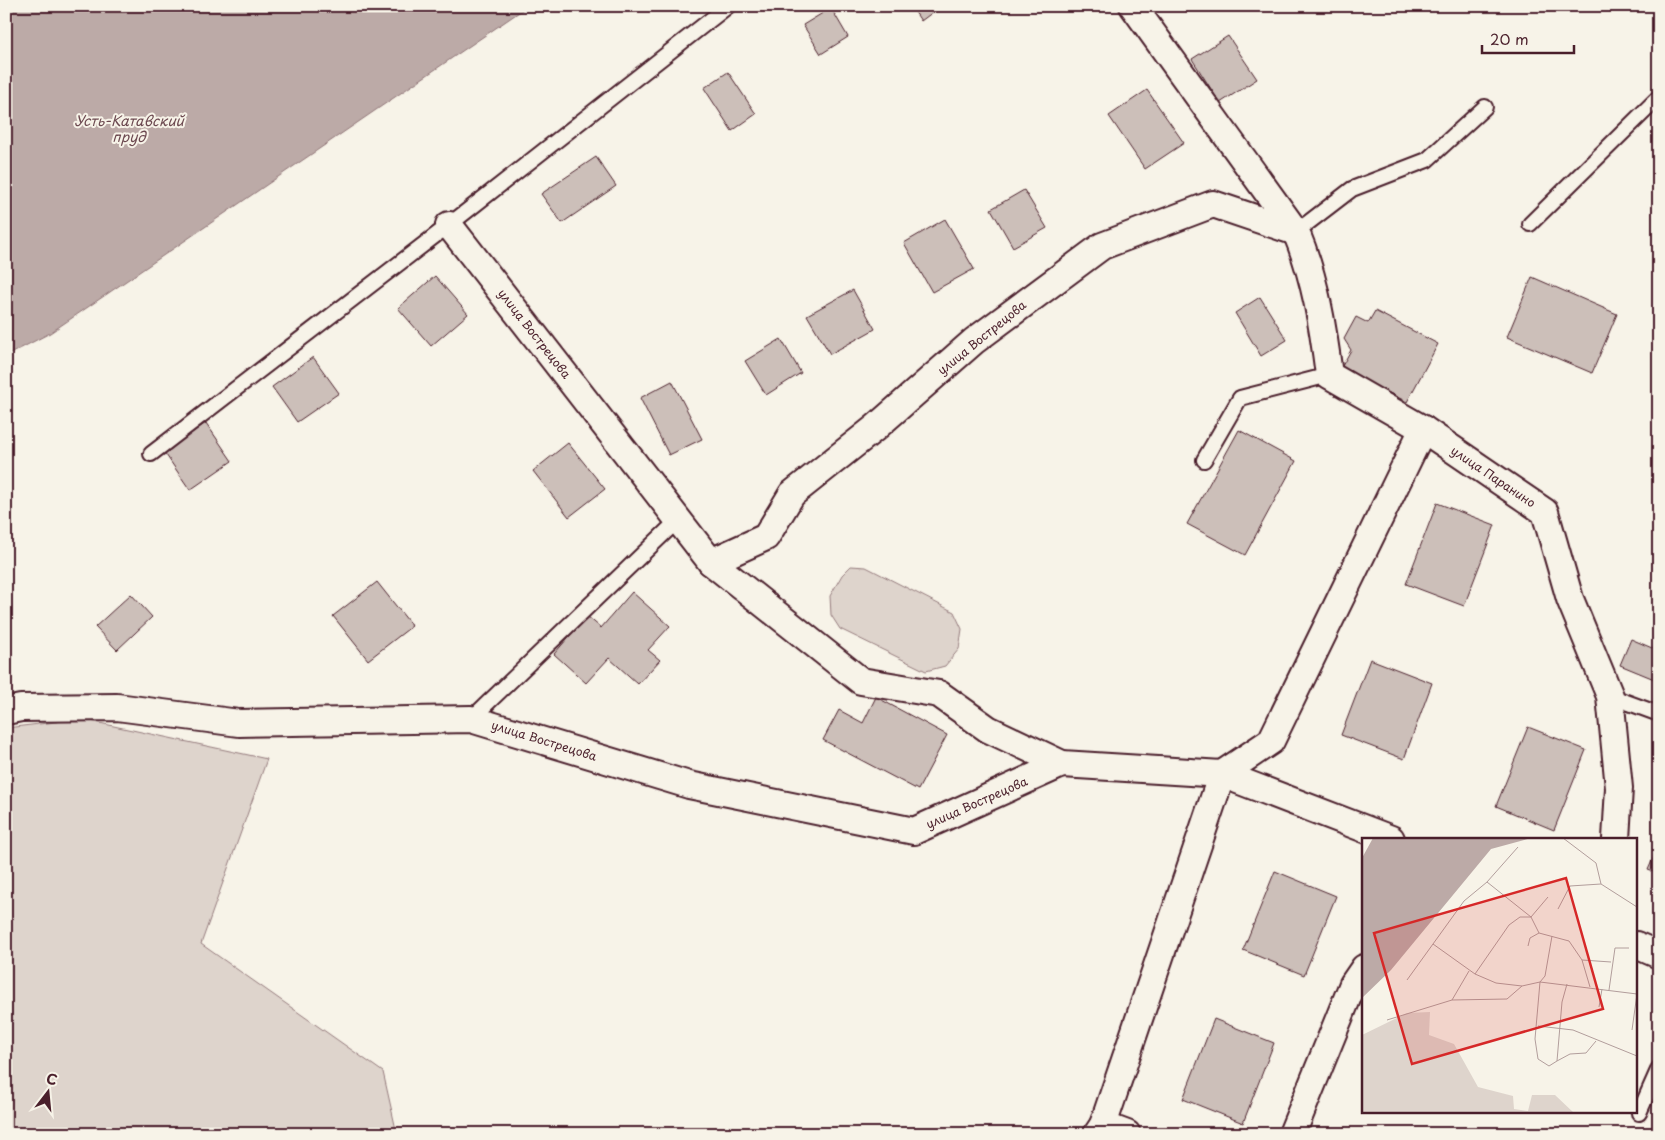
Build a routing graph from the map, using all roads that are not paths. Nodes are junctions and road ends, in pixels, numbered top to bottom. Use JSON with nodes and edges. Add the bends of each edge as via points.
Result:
{"nodes":[{"id":1,"x":728,"y":6,"type":"edge"},
{"id":2,"x":1133,"y":6,"type":"edge"},
{"id":3,"x":1659,"y":97,"type":"edge"},
{"id":4,"x":1485,"y":107,"type":"dead end"},
{"id":5,"x":1530,"y":224,"type":"dead end"},
{"id":6,"x":450,"y":225,"type":"junction"},
{"id":7,"x":1296,"y":232,"type":"junction"},
{"id":8,"x":1329,"y":375,"type":"junction"},
{"id":9,"x":1423,"y":430,"type":"junction"},
{"id":10,"x":151,"y":454,"type":"dead end"},
{"id":11,"x":1204,"y":460,"type":"dead end"},
{"id":12,"x":678,"y":520,"type":"junction"},
{"id":13,"x":711,"y":562,"type":"junction"},
{"id":14,"x":1610,"y":696,"type":"junction"},
{"id":15,"x":6,"y":711,"type":"edge"},
{"id":16,"x":1659,"y":714,"type":"edge"},
{"id":17,"x":471,"y":719,"type":"junction"},
{"id":18,"x":1062,"y":764,"type":"junction"},
{"id":19,"x":1222,"y":774,"type":"junction"},
{"id":20,"x":1387,"y":838,"type":"edge"},
{"id":21,"x":1616,"y":838,"type":"edge"},
{"id":22,"x":1638,"y":946,"type":"edge"},
{"id":23,"x":1659,"y":955,"type":"edge"},
{"id":24,"x":1362,"y":971,"type":"edge"},
{"id":25,"x":1659,"y":1068,"type":"edge"},
{"id":26,"x":1639,"y":1113,"type":"dead end"},
{"id":27,"x":1100,"y":1129,"type":"edge"},
{"id":28,"x":1127,"y":1134,"type":"edge"},
{"id":29,"x":1292,"y":1134,"type":"edge"}],
"edges":[{"from":1,"to":6,"type":"lane"},
{"from":2,"to":7,"type":"street"},
{"from":3,"to":5,"type":"lane"},
{"from":4,"to":7,"type":"lane","via":[[1427,160],[1352,189]]},
{"from":6,"to":10,"type":"lane"},
{"from":6,"to":12,"type":"street","name":"улица Вострецова"},
{"from":7,"to":8,"type":"street","via":[[1306,257]]},
{"from":7,"to":13,"type":"street","name":"улица Вострецова","via":[[1213,204],[1102,246],[974,341],[875,428],[792,494],[766,536]]},
{"from":8,"to":9,"type":"street","name":"улица Паранино"},
{"from":8,"to":11,"type":"lane","via":[[1240,398]]},
{"from":9,"to":14,"type":"street","name":"улица Паранино","via":[[1545,512],[1570,599]]},
{"from":9,"to":19,"type":"street","via":[[1271,741]]},
{"from":12,"to":13,"type":"street","name":"улица Вострецова"},
{"from":12,"to":17,"type":"lane"},
{"from":13,"to":18,"type":"street","name":"улица Вострецова","via":[[861,680],[939,694],[988,729]]},
{"from":14,"to":16,"type":"lane"},
{"from":14,"to":21,"type":"street","name":"улица Паранино","via":[[1619,788]]},
{"from":15,"to":17,"type":"street","name":"улица Вострецова","via":[[117,707],[239,723]]},
{"from":17,"to":18,"type":"street","name":"улица Вострецова","via":[[689,785],[914,832]]},
{"from":18,"to":19,"type":"street","name":"улица Вострецова"},
{"from":19,"to":20,"type":"street"},
{"from":19,"to":27,"type":"street"},
{"from":22,"to":23,"type":"street"},
{"from":24,"to":29,"type":"street","via":[[1353,984]]},
{"from":25,"to":26,"type":"lane"},
{"from":27,"to":28,"type":"street"}]}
────
■ ABOUT THIS EXERCISE
Every entry above is to be transcribed exactly, with all pictures left out.

■ COMPLETED EXERCISE
Build a routing graph from the map, using all roads that are not paths. Nodes are junctions and road ends, in pixels, numbered top to bottom. Use JSON with nodes and edges. Add the bends of each edge as via points.
Result:
{"nodes":[{"id":1,"x":728,"y":6,"type":"edge"},
{"id":2,"x":1133,"y":6,"type":"edge"},
{"id":3,"x":1659,"y":97,"type":"edge"},
{"id":4,"x":1485,"y":107,"type":"dead end"},
{"id":5,"x":1530,"y":224,"type":"dead end"},
{"id":6,"x":450,"y":225,"type":"junction"},
{"id":7,"x":1296,"y":232,"type":"junction"},
{"id":8,"x":1329,"y":375,"type":"junction"},
{"id":9,"x":1423,"y":430,"type":"junction"},
{"id":10,"x":151,"y":454,"type":"dead end"},
{"id":11,"x":1204,"y":460,"type":"dead end"},
{"id":12,"x":678,"y":520,"type":"junction"},
{"id":13,"x":711,"y":562,"type":"junction"},
{"id":14,"x":1610,"y":696,"type":"junction"},
{"id":15,"x":6,"y":711,"type":"edge"},
{"id":16,"x":1659,"y":714,"type":"edge"},
{"id":17,"x":471,"y":719,"type":"junction"},
{"id":18,"x":1062,"y":764,"type":"junction"},
{"id":19,"x":1222,"y":774,"type":"junction"},
{"id":20,"x":1387,"y":838,"type":"edge"},
{"id":21,"x":1616,"y":838,"type":"edge"},
{"id":22,"x":1638,"y":946,"type":"edge"},
{"id":23,"x":1659,"y":955,"type":"edge"},
{"id":24,"x":1362,"y":971,"type":"edge"},
{"id":25,"x":1659,"y":1068,"type":"edge"},
{"id":26,"x":1639,"y":1113,"type":"dead end"},
{"id":27,"x":1100,"y":1129,"type":"edge"},
{"id":28,"x":1127,"y":1134,"type":"edge"},
{"id":29,"x":1292,"y":1134,"type":"edge"}],
"edges":[{"from":1,"to":6,"type":"lane"},
{"from":2,"to":7,"type":"street"},
{"from":3,"to":5,"type":"lane"},
{"from":4,"to":7,"type":"lane","via":[[1427,160],[1352,189]]},
{"from":6,"to":10,"type":"lane"},
{"from":6,"to":12,"type":"street","name":"улица Вострецова"},
{"from":7,"to":8,"type":"street","via":[[1306,257]]},
{"from":7,"to":13,"type":"street","name":"улица Вострецова","via":[[1213,204],[1102,246],[974,341],[875,428],[792,494],[766,536]]},
{"from":8,"to":9,"type":"street","name":"улица Паранино"},
{"from":8,"to":11,"type":"lane","via":[[1240,398]]},
{"from":9,"to":14,"type":"street","name":"улица Паранино","via":[[1545,512],[1570,599]]},
{"from":9,"to":19,"type":"street","via":[[1271,741]]},
{"from":12,"to":13,"type":"street","name":"улица Вострецова"},
{"from":12,"to":17,"type":"lane"},
{"from":13,"to":18,"type":"street","name":"улица Вострецова","via":[[861,680],[939,694],[988,729]]},
{"from":14,"to":16,"type":"lane"},
{"from":14,"to":21,"type":"street","name":"улица Паранино","via":[[1619,788]]},
{"from":15,"to":17,"type":"street","name":"улица Вострецова","via":[[117,707],[239,723]]},
{"from":17,"to":18,"type":"street","name":"улица Вострецова","via":[[689,785],[914,832]]},
{"from":18,"to":19,"type":"street","name":"улица Вострецова"},
{"from":19,"to":20,"type":"street"},
{"from":19,"to":27,"type":"street"},
{"from":22,"to":23,"type":"street"},
{"from":24,"to":29,"type":"street","via":[[1353,984]]},
{"from":25,"to":26,"type":"lane"},
{"from":27,"to":28,"type":"street"}]}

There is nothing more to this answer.